Hay una especie de ambigüedad inherente a la política,
de ahí que el problema muy difícil para los intelectuales
sea entrar en política sin convertirse en políticos.
Pierre Bourdieu
Finalmente nos encontramos en la fase final de intensas campañas políticas, tan desgastantes para los candidatos como para los votantes. Lejos de proponer caminos para que nuestro país transite a mejores situaciones, o de recoger las propuestas que la ciudadanía tiene también para mejorar, los partidos y sus candidatos se dedicaron a lanzar suciedad unos contra otros. Candidatos y seguidores los hubo que también insultaron a quienes se resisten a creer en su discurso.
Curiosa manera de pedir el voto cuando esto se hace con insultos y majaderías. Desde el fondo, lo que emerge es el profundo clasismo, aderezado con racismo, que la clase política (especialmente la derecha) siente por los votantes, seres a quienes les niegan la capacidad para tomar decisiones y, por tanto, para participar en procesos electorales sin que alguien los lleve de la mano y les diga por quien deben cruzar su voto.
Es parte del paternalismo con el que la sociedad mexicana se desarrolló desde que nos convertimos en una nación soberana. Tan difícil era entender esto de la soberanía y la democracia que hubo mexicanos que fueron, suplicantes, a conseguir un emperador europeo antes que aceptar la presidencia de un mexicano con raíces indígenas.
El síndrome de Maximiliano sigue afectando a buena parte de nuestra clase política. No entienden que “entrar en la modernidad” es algo más que firmar Tratados de Libre Comercio o desarrollar prácticas de consumo al estilo norteamericano. Lo mismo los que poseen el capital económico que aquellos que, se supone, pertenecen a la parte ilustrada de la oligarquía mexicana, (los intelectuales orgánicos) siguen sin entender que el ciudadano tiene derecho de equivocarse, pero también de corregir errores.
Siguen creyendo que si Fox (con todas las limitaciones que le caracterizan) pudo obtener el voto mayoritario en año 2000, lo mismo podría suceder con Xóchitl que no canta mal las rancheras en lo que a analfabetismo funcional se refiere.
Pero lo interesante, muy interesante es lo que sucede con los autollamados intelectuales, aquellos cuya actividad principal es pensar la sociedad, hurgar en su funcionamiento e imaginar que podría funcionar mejor. La sociedad ha invertido en ellos, en sus estudios en las mejores universidades, tanto nacionales como extranjeras para que adquieran y desarrollen conocimientos que luego pongan al servicio de esa sociedad que tan generosamente los apapachó, como diría Aguilar Camín.
Hoy la polarización se hace evidente también en el campo intelectual, algo de lo que también culpan a López Obrador, sobre todo aquellos que no vieron la polarización expresada en la exclusión o marginación de obreros, campesinos e indígenas cuando la economía de nuestro país crecía más rápido que la población.

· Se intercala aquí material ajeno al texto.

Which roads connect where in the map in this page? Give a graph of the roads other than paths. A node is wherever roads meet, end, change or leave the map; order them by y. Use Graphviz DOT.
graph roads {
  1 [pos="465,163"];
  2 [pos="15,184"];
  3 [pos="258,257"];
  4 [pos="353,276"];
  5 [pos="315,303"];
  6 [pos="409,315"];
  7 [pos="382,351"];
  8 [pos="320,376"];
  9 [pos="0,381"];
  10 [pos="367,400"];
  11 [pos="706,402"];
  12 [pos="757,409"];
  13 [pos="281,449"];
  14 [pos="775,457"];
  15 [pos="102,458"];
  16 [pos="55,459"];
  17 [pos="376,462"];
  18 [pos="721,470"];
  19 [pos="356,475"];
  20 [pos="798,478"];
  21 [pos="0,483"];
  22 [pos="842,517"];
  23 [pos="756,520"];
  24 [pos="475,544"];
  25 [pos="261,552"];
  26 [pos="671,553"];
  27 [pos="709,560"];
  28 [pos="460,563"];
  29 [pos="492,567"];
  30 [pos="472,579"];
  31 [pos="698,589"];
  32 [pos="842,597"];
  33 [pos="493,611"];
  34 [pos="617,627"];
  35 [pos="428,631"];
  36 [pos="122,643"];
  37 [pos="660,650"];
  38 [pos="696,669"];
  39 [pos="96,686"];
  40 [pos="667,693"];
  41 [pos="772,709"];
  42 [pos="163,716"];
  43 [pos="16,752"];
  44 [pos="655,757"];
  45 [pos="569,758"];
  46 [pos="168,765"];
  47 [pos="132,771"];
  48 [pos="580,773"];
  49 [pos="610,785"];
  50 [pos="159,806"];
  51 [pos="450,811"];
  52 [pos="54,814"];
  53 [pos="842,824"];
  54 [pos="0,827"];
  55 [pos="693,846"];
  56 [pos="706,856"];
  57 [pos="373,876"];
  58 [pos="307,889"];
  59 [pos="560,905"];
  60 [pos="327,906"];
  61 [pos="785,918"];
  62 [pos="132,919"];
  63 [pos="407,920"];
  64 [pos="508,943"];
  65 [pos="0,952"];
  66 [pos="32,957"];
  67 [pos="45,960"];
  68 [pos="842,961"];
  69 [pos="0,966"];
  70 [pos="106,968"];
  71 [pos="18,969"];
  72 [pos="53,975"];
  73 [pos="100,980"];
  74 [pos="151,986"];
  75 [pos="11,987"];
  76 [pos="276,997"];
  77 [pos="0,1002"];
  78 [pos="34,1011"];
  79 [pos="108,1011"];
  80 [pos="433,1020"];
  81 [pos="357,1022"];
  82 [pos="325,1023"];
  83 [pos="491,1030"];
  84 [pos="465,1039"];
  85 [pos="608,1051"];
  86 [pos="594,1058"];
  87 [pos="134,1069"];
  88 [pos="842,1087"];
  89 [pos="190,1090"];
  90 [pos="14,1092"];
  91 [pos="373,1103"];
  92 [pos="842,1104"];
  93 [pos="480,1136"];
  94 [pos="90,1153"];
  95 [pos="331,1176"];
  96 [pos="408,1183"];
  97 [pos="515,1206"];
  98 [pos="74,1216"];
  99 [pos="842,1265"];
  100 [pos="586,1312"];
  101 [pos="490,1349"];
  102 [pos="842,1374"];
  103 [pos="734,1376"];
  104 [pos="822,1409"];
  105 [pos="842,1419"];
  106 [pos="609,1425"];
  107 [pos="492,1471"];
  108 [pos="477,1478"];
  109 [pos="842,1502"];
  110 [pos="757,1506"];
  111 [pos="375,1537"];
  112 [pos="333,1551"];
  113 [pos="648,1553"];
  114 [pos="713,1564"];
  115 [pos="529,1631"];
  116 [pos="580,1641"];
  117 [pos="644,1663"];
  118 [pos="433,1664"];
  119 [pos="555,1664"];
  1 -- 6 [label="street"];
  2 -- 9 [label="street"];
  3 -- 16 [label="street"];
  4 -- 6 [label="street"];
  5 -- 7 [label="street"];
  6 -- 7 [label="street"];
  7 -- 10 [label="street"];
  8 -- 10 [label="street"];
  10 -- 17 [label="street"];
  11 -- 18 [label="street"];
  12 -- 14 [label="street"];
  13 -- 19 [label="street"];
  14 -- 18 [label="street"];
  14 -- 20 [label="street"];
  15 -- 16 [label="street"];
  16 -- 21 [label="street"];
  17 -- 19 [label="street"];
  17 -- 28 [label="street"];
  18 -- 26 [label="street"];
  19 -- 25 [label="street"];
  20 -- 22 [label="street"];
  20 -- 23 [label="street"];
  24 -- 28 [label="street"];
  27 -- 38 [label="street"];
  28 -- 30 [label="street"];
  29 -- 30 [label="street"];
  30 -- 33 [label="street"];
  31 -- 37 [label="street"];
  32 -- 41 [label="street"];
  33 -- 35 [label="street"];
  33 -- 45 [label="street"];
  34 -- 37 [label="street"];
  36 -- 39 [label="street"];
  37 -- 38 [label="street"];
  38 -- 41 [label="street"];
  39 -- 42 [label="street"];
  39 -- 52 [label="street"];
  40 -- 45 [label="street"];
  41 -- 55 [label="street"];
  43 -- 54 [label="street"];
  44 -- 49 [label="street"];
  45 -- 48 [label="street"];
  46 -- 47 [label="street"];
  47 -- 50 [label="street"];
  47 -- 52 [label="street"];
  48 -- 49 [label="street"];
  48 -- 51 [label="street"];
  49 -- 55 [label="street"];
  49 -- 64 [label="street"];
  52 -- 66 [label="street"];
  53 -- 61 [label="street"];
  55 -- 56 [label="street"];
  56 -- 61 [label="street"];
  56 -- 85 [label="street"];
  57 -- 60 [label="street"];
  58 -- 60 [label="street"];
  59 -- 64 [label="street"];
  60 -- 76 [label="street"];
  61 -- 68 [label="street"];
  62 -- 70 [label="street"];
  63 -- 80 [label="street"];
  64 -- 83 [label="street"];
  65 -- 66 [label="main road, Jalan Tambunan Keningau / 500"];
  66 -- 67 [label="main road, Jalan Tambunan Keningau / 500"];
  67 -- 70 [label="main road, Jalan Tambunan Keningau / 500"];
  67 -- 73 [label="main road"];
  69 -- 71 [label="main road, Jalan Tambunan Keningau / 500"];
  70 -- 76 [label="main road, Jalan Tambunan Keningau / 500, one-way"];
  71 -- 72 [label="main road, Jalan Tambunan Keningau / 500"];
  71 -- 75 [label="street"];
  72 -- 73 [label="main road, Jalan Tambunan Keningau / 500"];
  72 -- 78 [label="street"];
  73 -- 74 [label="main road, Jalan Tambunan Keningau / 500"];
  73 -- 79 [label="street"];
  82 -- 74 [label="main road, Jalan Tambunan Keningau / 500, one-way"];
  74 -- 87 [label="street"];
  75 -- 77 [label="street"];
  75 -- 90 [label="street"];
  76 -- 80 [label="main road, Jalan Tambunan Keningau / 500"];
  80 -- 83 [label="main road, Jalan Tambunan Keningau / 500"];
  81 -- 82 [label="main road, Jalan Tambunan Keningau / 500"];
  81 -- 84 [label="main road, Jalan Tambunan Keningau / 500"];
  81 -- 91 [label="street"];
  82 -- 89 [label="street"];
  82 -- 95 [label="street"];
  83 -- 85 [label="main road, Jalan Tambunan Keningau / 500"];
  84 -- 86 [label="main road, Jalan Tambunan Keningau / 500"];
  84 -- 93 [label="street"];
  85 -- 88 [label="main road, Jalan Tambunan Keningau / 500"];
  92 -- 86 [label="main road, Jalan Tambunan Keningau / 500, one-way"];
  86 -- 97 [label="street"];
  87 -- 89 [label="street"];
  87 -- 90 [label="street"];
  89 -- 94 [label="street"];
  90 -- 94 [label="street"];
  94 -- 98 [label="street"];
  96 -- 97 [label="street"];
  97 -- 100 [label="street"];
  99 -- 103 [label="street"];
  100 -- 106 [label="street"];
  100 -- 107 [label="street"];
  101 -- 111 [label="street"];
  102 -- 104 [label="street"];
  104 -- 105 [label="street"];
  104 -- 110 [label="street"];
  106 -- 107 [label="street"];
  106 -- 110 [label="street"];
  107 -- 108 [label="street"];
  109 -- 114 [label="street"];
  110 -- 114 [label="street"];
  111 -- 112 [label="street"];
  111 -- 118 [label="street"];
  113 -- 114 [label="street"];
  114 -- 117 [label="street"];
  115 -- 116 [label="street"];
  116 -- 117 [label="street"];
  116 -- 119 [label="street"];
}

Esos intelectuales que ahora reclaman apapachos fueron incapaces ver la desigualdad que se profundizaba con el llamado “milagro mexicano” y más incapaces fueron de percibir que las desigualdades alcanzaron niveles insospechados cuando el proyecto neoliberal se hizo gobierno.
No pueden percibir la realidad porque la desigualdad los ubicó en una mejor posición social, a cambio, precisamente, de no ver la desigualdad, o de verla como algo natural. Una consecuencia lógica, según ellos, es que por ser intelectuales, son superiores y, por eso, merecen ocupar una posición superior en la escalera social. Se creen con derecho a una mayor rebanada del pastel socialmente elaborado, aunque no sean capaces de entender que este país puede funcionar sin ellos, pero no sin sus trabajadores, sus campesinos, sus indígenas.